Jeudi, le témoignage de Samson Musoni était attendu. Ce cousin de Tito Barahira a expliqué lors d’une première enquête, effectuée en 2008 par la police rwandaise, que l’ancien bourgmestre avait dirigé une réunion sur le terrain de football de sa cellule, à Cyinzovu, le matin du 13 avril 1994. Journée considérée comme la plus sanglante pour la commune de Kabarondo. Une réunion d’où les participants seraient partis pour tuer. La plainte du CPCR qui a permis l’arrestation de Tito Barahira en 2013, s’appuyait sur son témoignage. Mais réentendu par les gendarmes et les magistrats français, Samson Musoni indiquait qu’à son arrivée sur le stade, les gens étaient déjà partis. Qu’il n’avait rien vu de cette réunion. « Il avait juste entendu dire que Tito Barahira avait organisé cette réunion », précisent les magistrats français dans leur ordonnance de mise en accusation.

« Il travaillait »

En visio-conférence de Kigali, Samson Musoni est en chemise rose, la tenue des détenus au Rwanda, bien qu’il précise avoir été libéré après vingt années derrière les barreaux pour génocide. « Vous étiez agriculteur au moment des faits, interroge la présidente de la cour. Occupiez-vous d’autres fonctions ? » « J’étais responsable du comité de cellule de Cyinzovu. » La cellule de Tito Barahira, où la réunion se serait tenue. Madeleine Mathieu prend le temps de rappeler au témoin les trois versions « très différentes » qu’il a donné. Plus patient que décontenancé, Musoni synthétise ce qu’il a à dire sur l’accusé. C’est assez simple : « J’ai rencontré Barahira sur la route, il avait une machette et il disait qu’il allait tailler dans sa bananeraie.
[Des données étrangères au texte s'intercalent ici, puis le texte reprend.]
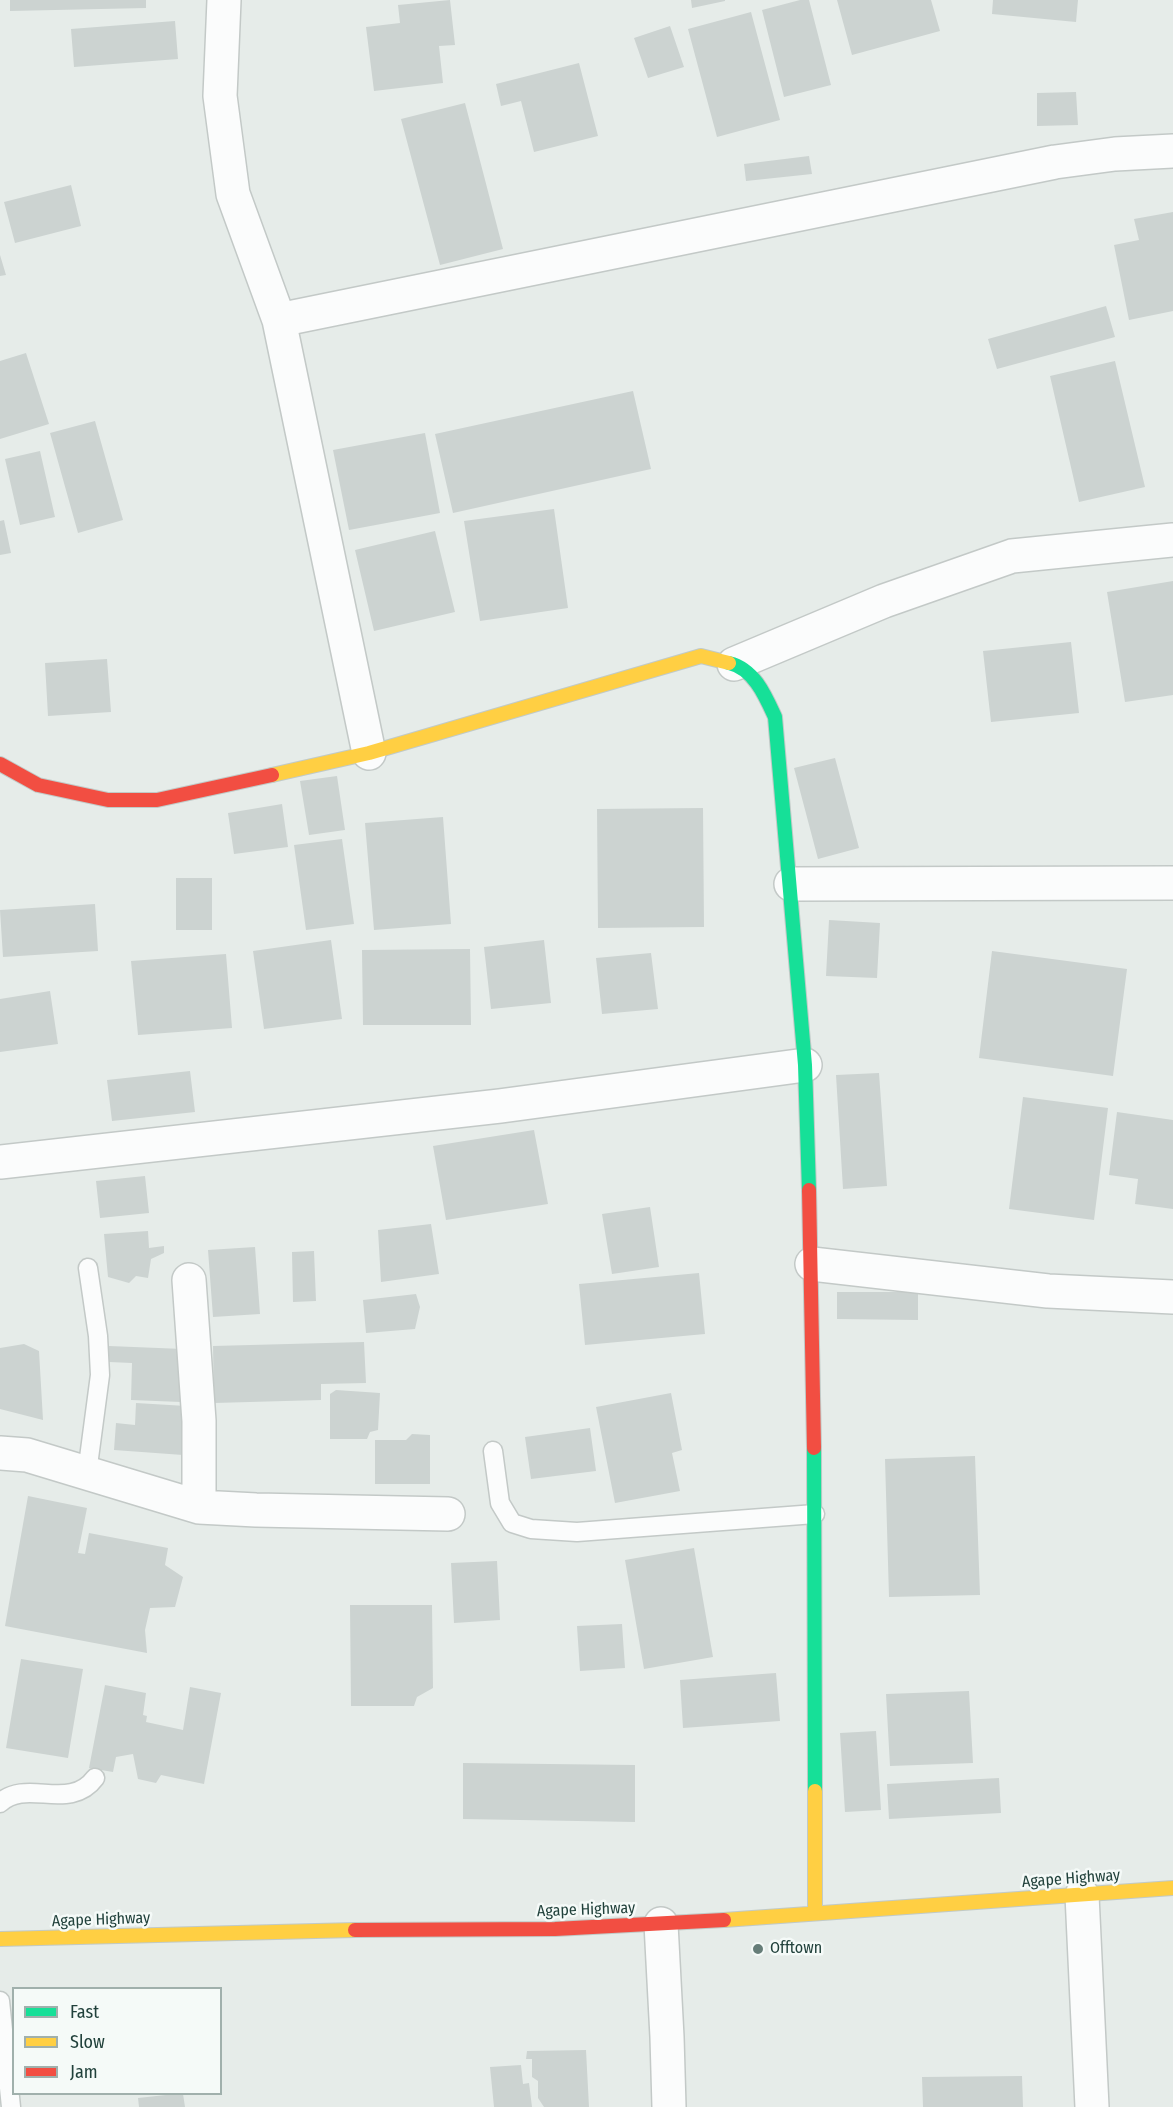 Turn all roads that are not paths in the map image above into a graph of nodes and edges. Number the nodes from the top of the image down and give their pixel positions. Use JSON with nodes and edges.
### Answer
{"nodes":[{"id":1,"x":224,"y":0,"type":"edge"},
{"id":2,"x":1173,"y":151,"type":"edge"},
{"id":3,"x":279,"y":320,"type":"junction"},
{"id":4,"x":1173,"y":540,"type":"edge"},
{"id":5,"x":734,"y":664,"type":"junction"},
{"id":6,"x":369,"y":753,"type":"junction"},
{"id":7,"x":0,"y":764,"type":"edge"},
{"id":8,"x":1173,"y":883,"type":"edge"},
{"id":9,"x":791,"y":884,"type":"junction"},
{"id":10,"x":805,"y":1065,"type":"junction"},
{"id":11,"x":0,"y":1162,"type":"edge"},
{"id":12,"x":812,"y":1264,"type":"junction"},
{"id":13,"x":88,"y":1268,"type":"dead end"},
{"id":14,"x":189,"y":1280,"type":"dead end"},
{"id":15,"x":1173,"y":1296,"type":"edge"},
{"id":16,"x":493,"y":1451,"type":"dead end"},
{"id":17,"x":0,"y":1453,"type":"edge"},
{"id":18,"x":87,"y":1473,"type":"junction"},
{"id":19,"x":199,"y":1507,"type":"junction"},
{"id":20,"x":448,"y":1514,"type":"dead end"},
{"id":21,"x":815,"y":1514,"type":"junction"},
{"id":22,"x":95,"y":1778,"type":"dead end"},
{"id":23,"x":0,"y":1803,"type":"edge"},
{"id":24,"x":1173,"y":1888,"type":"edge"},
{"id":25,"x":1082,"y":1894,"type":"junction"},
{"id":26,"x":815,"y":1913,"type":"junction"},
{"id":27,"x":661,"y":1924,"type":"junction"},
{"id":28,"x":0,"y":1939,"type":"edge"},
{"id":29,"x":0,"y":2001,"type":"edge"},
{"id":30,"x":11,"y":2107,"type":"edge"},
{"id":31,"x":669,"y":2107,"type":"edge"},
{"id":32,"x":1092,"y":2107,"type":"edge"}],
"edges":[{"from":1,"to":3,"type":"street"},
{"from":2,"to":3,"type":"street"},
{"from":3,"to":6,"type":"street"},
{"from":4,"to":5,"type":"street"},
{"from":5,"to":6,"type":"street"},
{"from":5,"to":9,"type":"street"},
{"from":6,"to":7,"type":"street"},
{"from":8,"to":9,"type":"street"},
{"from":9,"to":10,"type":"street"},
{"from":10,"to":11,"type":"street"},
{"from":10,"to":12,"type":"street"},
{"from":12,"to":15,"type":"street"},
{"from":12,"to":21,"type":"street"},
{"from":13,"to":18,"type":"lane"},
{"from":14,"to":19,"type":"street"},
{"from":16,"to":21,"type":"lane"},
{"from":17,"to":18,"type":"street"},
{"from":18,"to":19,"type":"street"},
{"from":19,"to":20,"type":"street"},
{"from":21,"to":26,"type":"street"},
{"from":22,"to":23,"type":"lane"},
{"from":24,"to":25,"type":"street","name":"Agape Highway"},
{"from":25,"to":26,"type":"street","name":"Agape Highway"},
{"from":25,"to":32,"type":"street"},
{"from":26,"to":27,"type":"street","name":"Agape Highway"},
{"from":27,"to":28,"type":"street","name":"Agape Highway"},
{"from":27,"to":31,"type":"street"},
{"from":29,"to":30,"type":"lane"}]}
Moi aussi, j’allais faire de même. » Le procureur Courroye : « Vous voyez Tito Barahira avec une machette et vous croyez qu’il va tailler dans sa bananeraie ? » « J’ai dit ce que j’ai vu » « Vous l’avez-vu dans sa bananeraie ? » Le voisin de Barahira marque une pause, acquiesce : « Il travaillait[1] », et déclenche des exclamations outrées.


[1] « Travailler » était le mot codé pour dire « tuer » durant le génocide des tutsi de 1994.